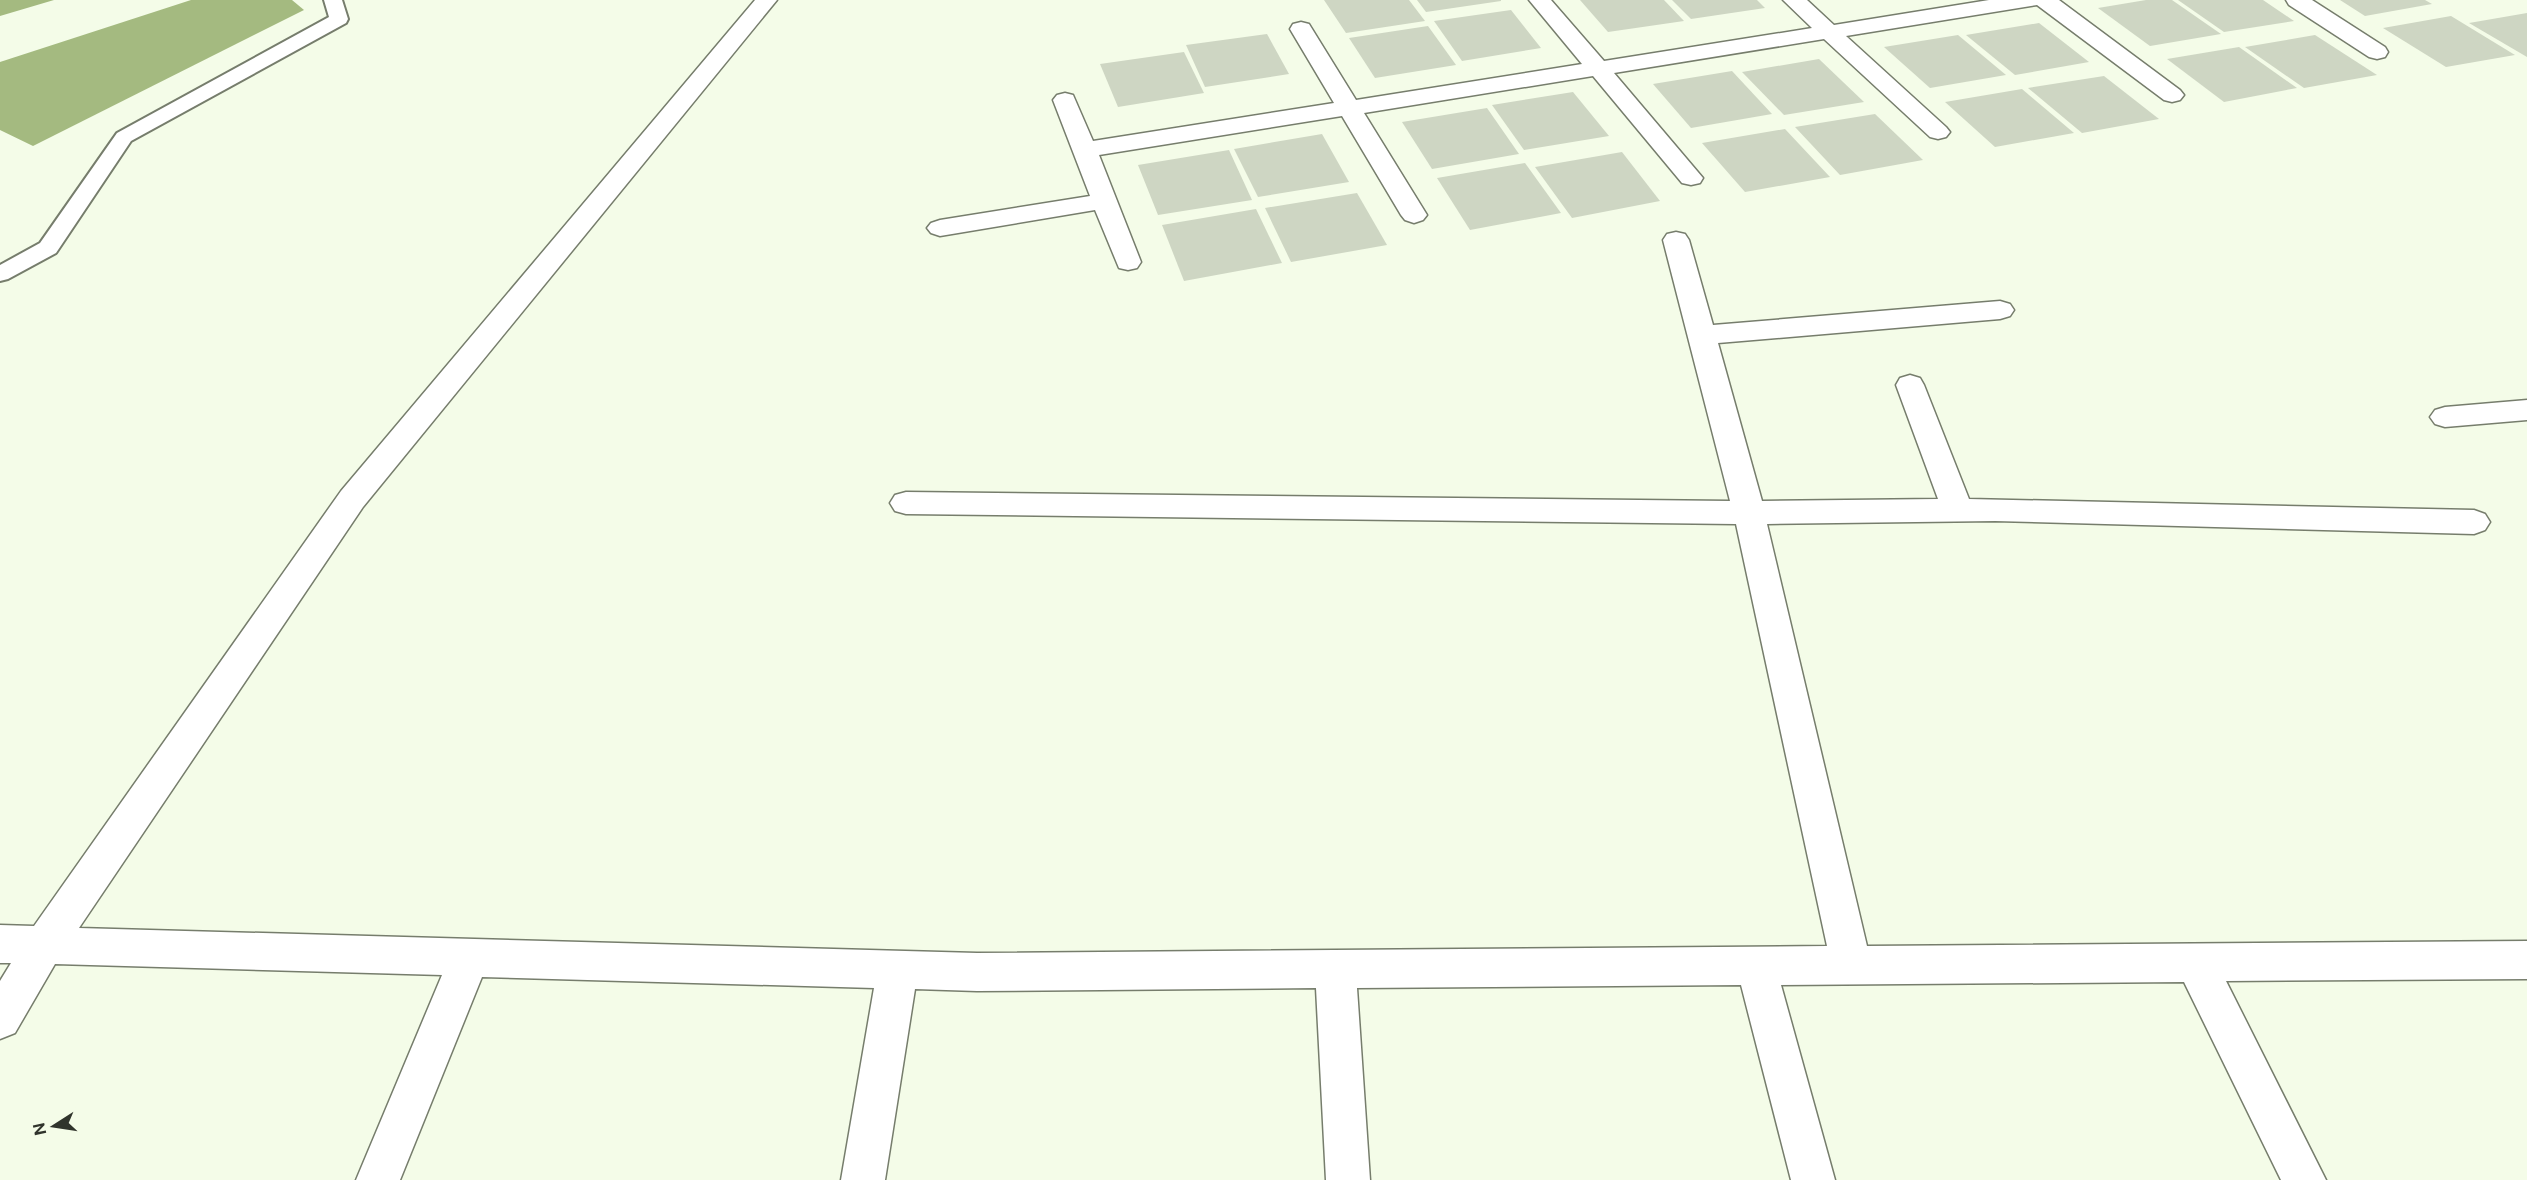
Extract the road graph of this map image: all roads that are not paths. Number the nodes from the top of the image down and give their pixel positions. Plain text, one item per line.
1 (333, 0) edge
2 (766, 0) edge
3 (1540, 0) edge
4 (1794, 0) edge
5 (2030, 0) edge
6 (2045, 0) edge
7 (2297, 0) edge
8 (1301, 29) dead end
9 (1829, 32) junction
10 (2377, 52) dead end
11 (1598, 68) junction
12 (2172, 95) dead end
13 (1065, 100) dead end
14 (1349, 108) junction
15 (1938, 132) dead end
16 (1085, 150) junction
17 (1691, 178) dead end
18 (1104, 201) junction
19 (1414, 215) dead end
20 (940, 228) dead end
21 (1676, 240) dead end
22 (1128, 262) dead end
23 (0, 274) edge
24 (2000, 310) dead end
25 (1701, 335) junction
26 (1910, 385) dead end
27 (2527, 410) edge
28 (2445, 417) dead end
29 (906, 503) dead end
30 (1958, 510) junction
31 (1749, 513) junction
32 (2474, 522) dead end
33 (0, 944) edge
34 (44, 946) junction
35 (469, 958) junction
36 (2527, 960) edge
37 (2196, 963) junction
38 (1851, 965) junction
39 (1756, 966) junction
40 (898, 969) junction
41 (1335, 969) junction
42 (0, 1019) edge
43 (378, 1180) edge
44 (863, 1180) edge
45 (1348, 1180) edge
46 (1813, 1180) edge
47 (2304, 1180) edge

1 - 23 lane
2 - 34 street
3 - 11 street
4 - 9 street
5 - 9 street
6 - 12 street
7 - 10 street
8 - 14 street
9 - 11 street
9 - 15 street
11 - 14 street
11 - 17 street
13 - 16 street
14 - 16 street
14 - 19 street
16 - 18 street
18 - 20 street
18 - 22 street
21 - 25 street
24 - 25 street
25 - 31 street
26 - 30 street
27 - 28 street
29 - 31 street
30 - 31 street
30 - 32 street
31 - 38 street
33 - 34 street
34 - 35 street
34 - 42 street
35 - 40 street
35 - 43 street
36 - 37 street
37 - 38 street
37 - 47 street
38 - 39 street
39 - 41 street
39 - 46 street
40 - 41 street
40 - 44 street
41 - 45 street

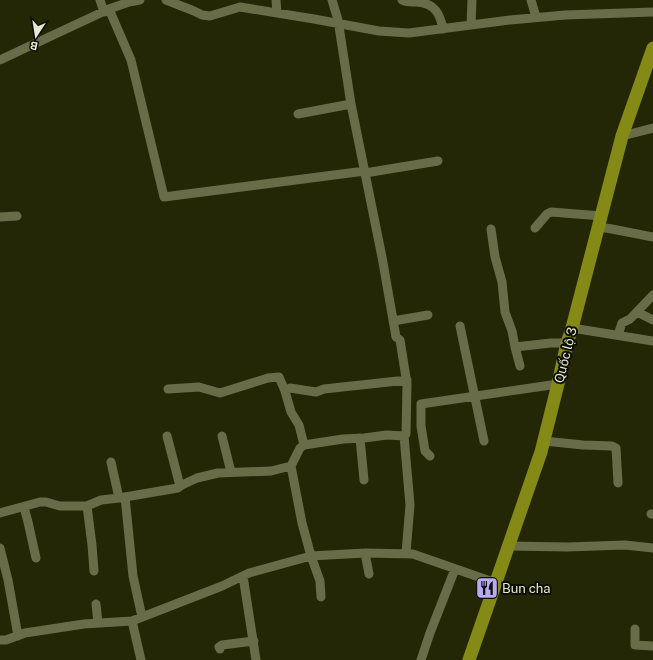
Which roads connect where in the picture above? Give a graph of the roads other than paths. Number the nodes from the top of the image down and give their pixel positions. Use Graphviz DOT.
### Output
graph roads {
  1 [pos="100,0"];
  2 [pos="140,0"];
  3 [pos="166,0"];
  4 [pos="276,0"];
  5 [pos="332,0"];
  6 [pos="402,0"];
  7 [pos="472,0"];
  8 [pos="531,0"];
  9 [pos="243,4"];
  10 [pos="106,10"];
  11 [pos="653,12"];
  12 [pos="277,13"];
  13 [pos="536,18"];
  14 [pos="338,24"];
  15 [pos="471,25"];
  16 [pos="443,29"];
  17 [pos="653,48"];
  18 [pos="0,60"];
  19 [pos="350,104"];
  20 [pos="298,114"];
  21 [pos="653,128"];
  22 [pos="622,136"];
  23 [pos="438,161"];
  24 [pos="365,172"];
  25 [pos="17,216"];
  26 [pos="0,217"];
  27 [pos="600,221"];
  28 [pos="536,228"];
  29 [pos="491,229"];
  30 [pos="653,237"];
  31 [pos="653,295"];
  32 [pos="637,312"];
  33 [pos="428,315"];
  34 [pos="653,320"];
  35 [pos="393,321"];
  36 [pos="460,326"];
  37 [pos="572,328"];
  38 [pos="618,335"];
  39 [pos="653,341"];
  40 [pos="567,343"];
  41 [pos="515,347"];
  42 [pos="520,366"];
  43 [pos="407,380"];
  44 [pos="558,384"];
  45 [pos="168,390"];
  46 [pos="285,391"];
  47 [pos="474,396"];
  48 [pos="407,403"];
  49 [pos="421,404"];
  50 [pos="167,436"];
  51 [pos="222,436"];
  52 [pos="404,436"];
  53 [pos="360,438"];
  54 [pos="484,441"];
  55 [pos="544,441"];
  56 [pos="304,446"];
  57 [pos="430,456"];
  58 [pos="111,462"];
  59 [pos="291,466"];
  60 [pos="231,472"];
  61 [pos="364,480"];
  62 [pos="618,483"];
  63 [pos="180,486"];
  64 [pos="122,497"];
  65 [pos="87,506"];
  66 [pos="24,507"];
  67 [pos="0,513"];
  68 [pos="509,546"];
  69 [pos="0,548"];
  70 [pos="653,548"];
  71 [pos="365,553"];
  72 [pos="406,554"];
  73 [pos="311,556"];
  74 [pos="36,558"];
  75 [pos="455,569"];
  76 [pos="94,571"];
  77 [pos="369,574"];
  78 [pos="243,576"];
  79 [pos="496,583"];
  80 [pos="321,597"];
  81 [pos="96,604"];
  82 [pos="142,617"];
  83 [pos="132,621"];
  84 [pos="98,623"];
  85 [pos="635,629"];
  86 [pos="18,636"];
  87 [pos="0,640"];
  88 [pos="254,641"];
  89 [pos="653,646"];
  90 [pos="220,649"];
  91 [pos="141,660"];
  92 [pos="256,660"];
  93 [pos="421,660"];
  94 [pos="469,660"];
  1 -- 10 [label="street"];
  2 -- 10 [label="street"];
  3 -- 9 [label="street"];
  4 -- 12 [label="street"];
  5 -- 14 [label="street"];
  6 -- 16 [label="street"];
  7 -- 15 [label="street"];
  8 -- 13 [label="street"];
  9 -- 12 [label="street"];
  10 -- 18 [label="street"];
  10 -- 24 [label="street"];
  11 -- 13 [label="street"];
  12 -- 14 [label="street"];
  13 -- 15 [label="street"];
  14 -- 16 [label="street"];
  14 -- 19 [label="street"];
  15 -- 16 [label="street"];
  17 -- 22 [label="highway, Quốc lộ 3"];
  19 -- 20 [label="street"];
  19 -- 24 [label="street"];
  21 -- 22 [label="street"];
  22 -- 27 [label="highway, Quốc lộ 3"];
  23 -- 24 [label="street"];
  24 -- 35 [label="street"];
  25 -- 26 [label="street"];
  27 -- 28 [label="street"];
  27 -- 30 [label="street"];
  27 -- 37 [label="highway, Quốc lộ 3"];
  29 -- 41 [label="street"];
  31 -- 32 [label="street"];
  32 -- 34 [label="street"];
  32 -- 38 [label="street"];
  33 -- 35 [label="street"];
  35 -- 43 [label="street"];
  36 -- 47 [label="street"];
  37 -- 38 [label="street"];
  37 -- 40 [label="highway, Quốc lộ 3"];
  38 -- 39 [label="street"];
  40 -- 41 [label="street"];
  40 -- 44 [label="highway, Quốc lộ 3"];
  41 -- 42 [label="street"];
  43 -- 46 [label="street"];
  43 -- 48 [label="street"];
  44 -- 47 [label="street"];
  44 -- 55 [label="highway, Quốc lộ 3"];
  45 -- 46 [label="street"];
  46 -- 56 [label="street"];
  47 -- 49 [label="street"];
  47 -- 54 [label="street"];
  48 -- 49 [label="street"];
  48 -- 52 [label="street"];
  49 -- 57 [label="street"];
  50 -- 63 [label="street"];
  51 -- 60 [label="street"];
  52 -- 53 [label="street"];
  52 -- 72 [label="street"];
  53 -- 56 [label="street"];
  53 -- 61 [label="street"];
  55 -- 62 [label="street"];
  55 -- 68 [label="highway, Quốc lộ 3"];
  56 -- 59 [label="street"];
  58 -- 64 [label="street"];
  59 -- 60 [label="street"];
  59 -- 73 [label="street"];
  60 -- 63 [label="street"];
  63 -- 64 [label="street"];
  64 -- 65 [label="street"];
  64 -- 82 [label="street"];
  65 -- 66 [label="street"];
  65 -- 76 [label="street"];
  66 -- 67 [label="street"];
  66 -- 74 [label="street"];
  68 -- 70 [label="street"];
  68 -- 79 [label="highway, Quốc lộ 3"];
  69 -- 86 [label="street"];
  71 -- 72 [label="street"];
  71 -- 73 [label="street"];
  71 -- 77 [label="street"];
  72 -- 75 [label="street"];
  73 -- 78 [label="street"];
  73 -- 80 [label="street"];
  75 -- 79 [label="street"];
  75 -- 93 [label="street"];
  78 -- 82 [label="street"];
  78 -- 88 [label="street"];
  79 -- 94 [label="highway, Quốc lộ 3"];
  81 -- 84 [label="street"];
  82 -- 83 [label="street"];
  83 -- 84 [label="street"];
  83 -- 91 [label="street"];
  84 -- 86 [label="street"];
  85 -- 89 [label="street"];
  86 -- 87 [label="street"];
  88 -- 90 [label="street"];
  88 -- 92 [label="street"];
}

=====

(TASK REQUIREMENTS): The answer must consist of every line above that holds the string "positions", copied exactly.

(SOLVED PROBLEM):
Extract the road graph of this map image: all roads that are not paths. Number the nodes from the top of the image down and give their pixel positions. Plain text, one item per line.
Which roads connect where in the picture above? Give a graph of the roads other than paths. Number the nodes from the top of the image down and give their pixel positions. Use Graphviz DOT.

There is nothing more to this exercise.